Permissions: drwxr-xr-x (readable and executable by all users, writable by root).

Mapping unknown infrastructure 🗺️🤔

Objectives:

Map the Internal ProLUG Network (192.168.200.0/24):
Map the network from one of the rocky nodes.
Using a template that you build or find from the internet
Provide a 1 page summary of what you find in the network.

Approach 🤔

A briefing on the infra. 🔍🖥️

Het’ server is unique to me. He uses an injest system that makes a jump to the actual server for security purposes. Within the main server we have a warewulf managed cluster running a series of Rocky Linux VM’s. ⛰

Since we will be doing this from one of the Rocky Nodes within the system, the jump server will not be an issue I recon. 🤔

Mapping Strategy 📍🗺️

So I shouldn’t just pop into the server and go willy nilly with scanning commands.

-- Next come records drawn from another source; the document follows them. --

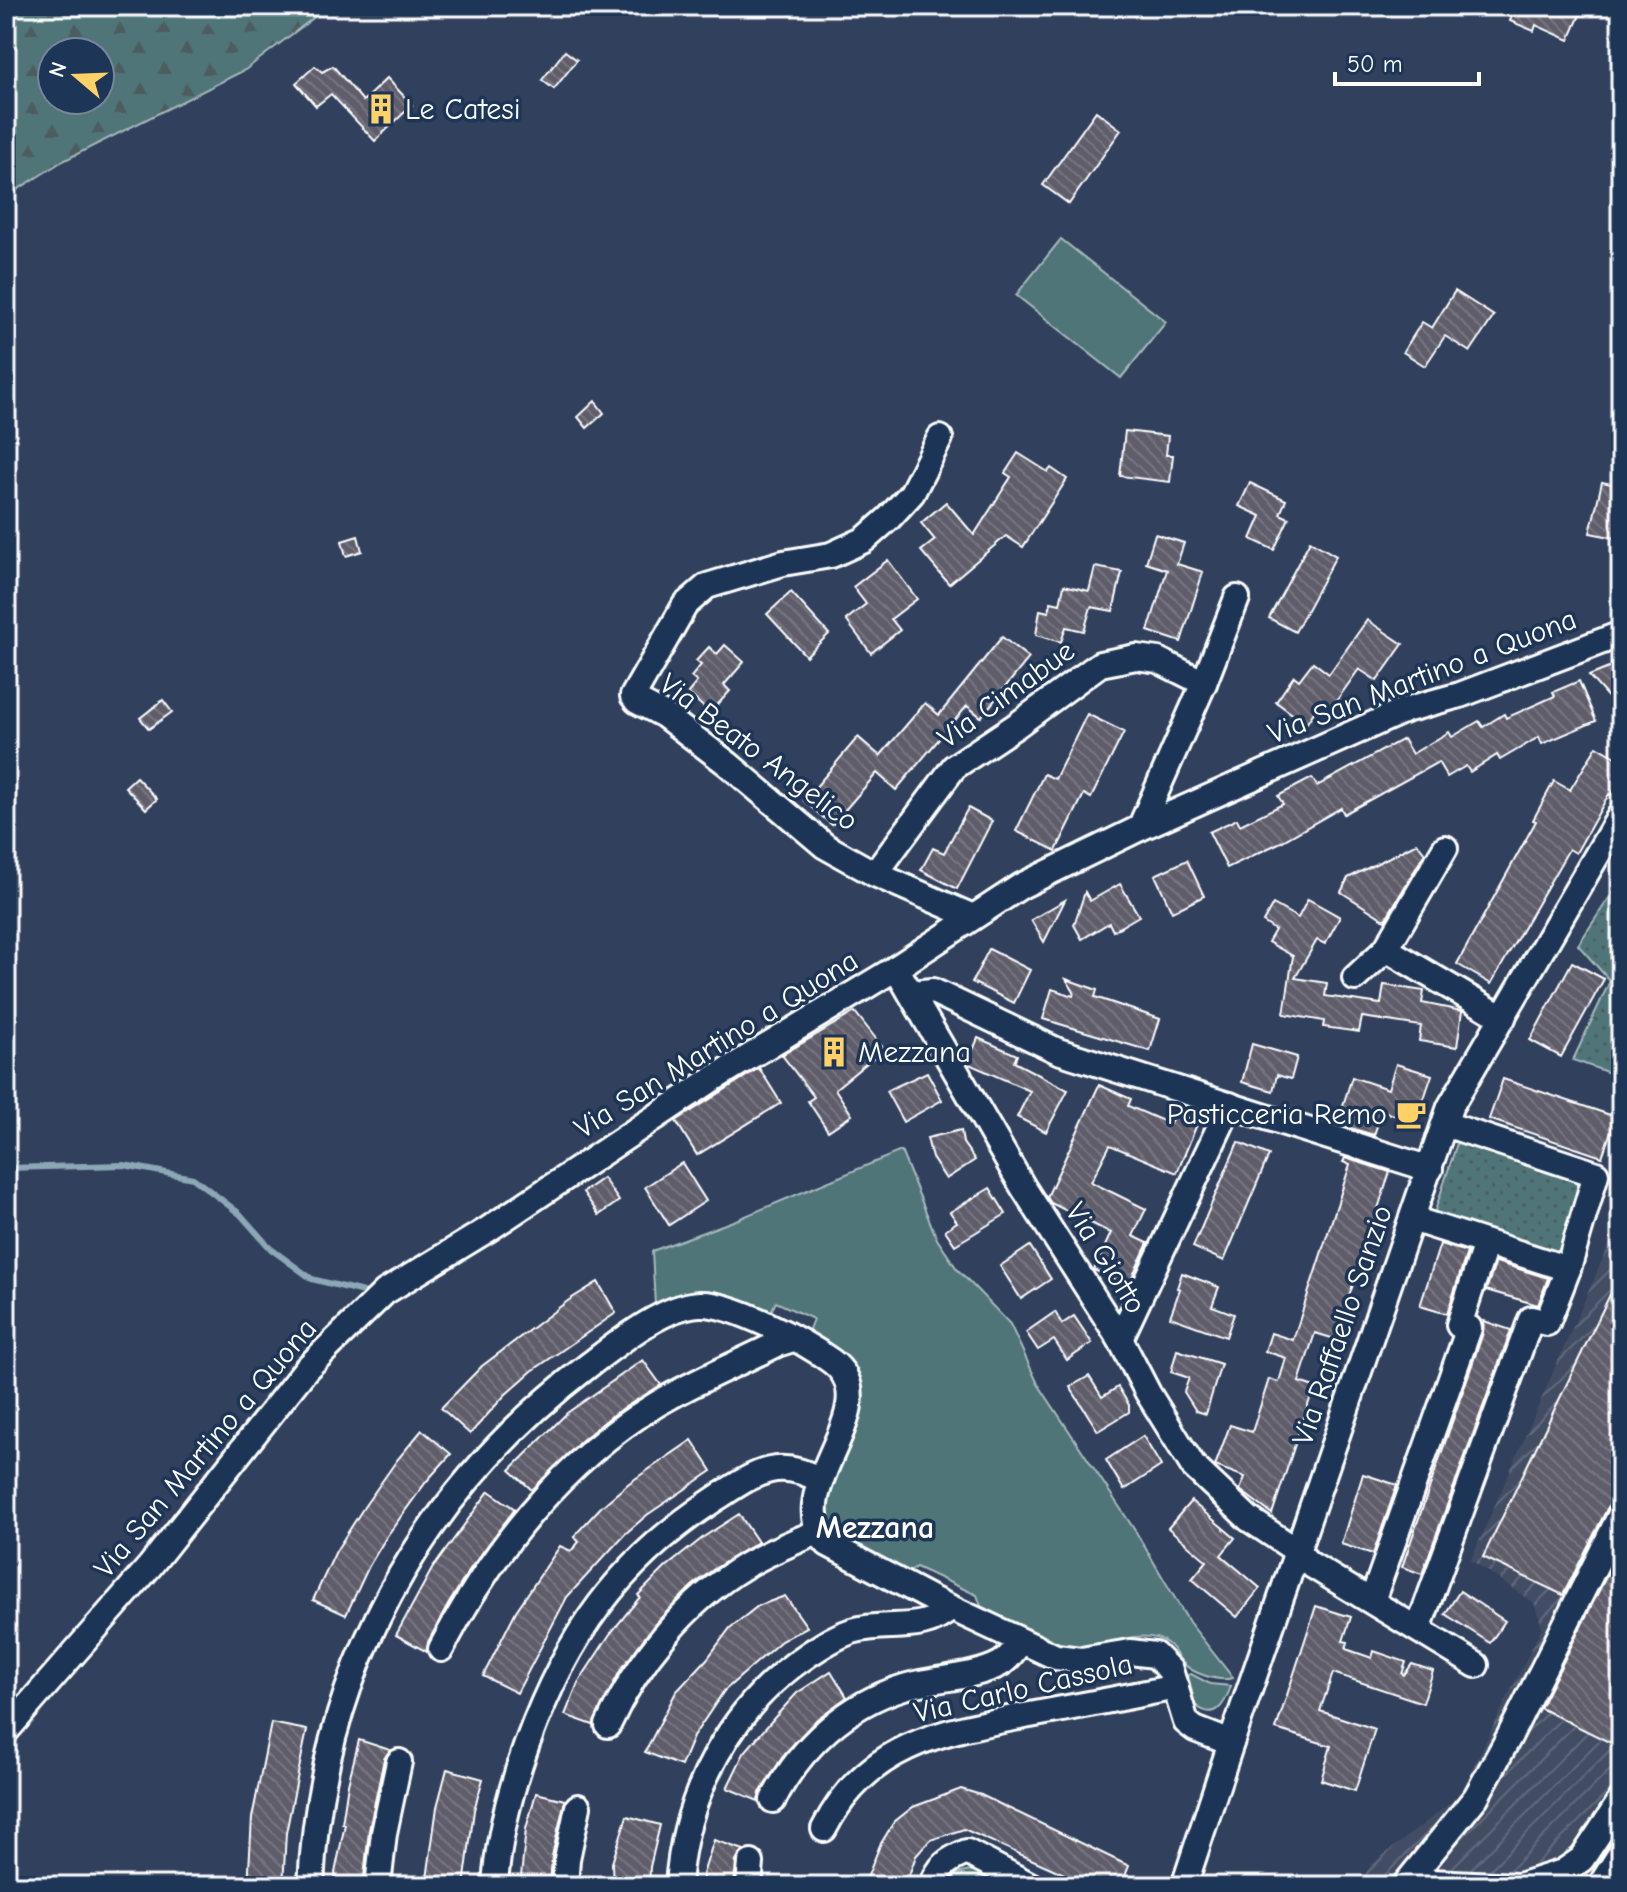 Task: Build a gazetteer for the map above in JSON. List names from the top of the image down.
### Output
{
  "streets": {
    "street": [
      "Via San Martino a Quona",
      "Via Cimabue",
      "Via Beato Angelico",
      "Via Giotto",
      "Via Raffaello Sanzio",
      "Via Carlo Cassola"
    ]
  },
  "crossings": [
    ["Via San Martino a Quona", "Via Beato Angelico"],
    ["Via San Martino a Quona", "Via Giotto"],
    ["Via Cimabue", "Via Beato Angelico"],
    ["Via Giotto", "Via Raffaello Sanzio"],
    ["Via Raffaello Sanzio", "Via Carlo Cassola"]
  ],
  "districts": ["Mezzana"],
  "places": {
    "building": ["Le Catesi", "Mezzana"],
    "cafe": ["Pasticceria Remo"]
  },
  "scale_bar": "50 m",
  "north": "left"
}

This sever is managed by someone who understands security. So it is best to do some Dead Reckoning beforehand.

The Basic Commands ⌨️

Mapping the remote servers open ports with nmap. nmap stands for Network Mapper. A quick perusal of the man page states it is an exploration tool and security / port scanner. It was designed to rapidly scan large networks. Nmap uses raw IP packets in novel ways to determine what hosts are available on the network, what services (application name and version) those hosts are offering, what operating systems (and OS versions) they are running, what type of packet filters/firewalls are in use, and dozens of other characteristics.

In order to Map the network I am going to use the ip address for the argument/target of the nmap command.

nmap <server-ip>

Checking mounted filesystem’ with df. stands for Display Free disk space. It is a utility that displays statistics about the amount of free disk space on the specified mounted file system or on the file system of which file is a past.

I will be using the -h flag for human readable format, which ads unit suffixes eg. Gibibyte (GiB) to the ends of values. There is more to it, but I am mentioning the bread and butter of the flag.

df -h

Digging Deeper ⛏️

Getting to know nmap 🫶

nmap is actually a big command, by big I mean the number of options and capabilities are vast. It is quite popular with pen testers and is packaged with Kali Linux – a security analysis and exploitation focused distribution of Linux, so best believe it is something important. This essentially means I should take some time to get to know it more.

Stealth 🥷

Beware that nmap can and will trigger detection software like an active firewall, because nmap is conducting Funny Bizniz by way of packet trickery inside a network, both are technical terms. Luckily there is a stealth option ( -s ) that enables the mapping to take place un-detected –for the most part.

Contrary to what I assumed, the lower case s does not even stand for stealth, though it still helps as a mnemonic. No, it actually stands for SYN and SYN stands for Synchronize. It is part of the TCP three-way handshake, which is a process used to establish a reliable connection between two devices on a network and has nothing to do with guys meeting at a bar.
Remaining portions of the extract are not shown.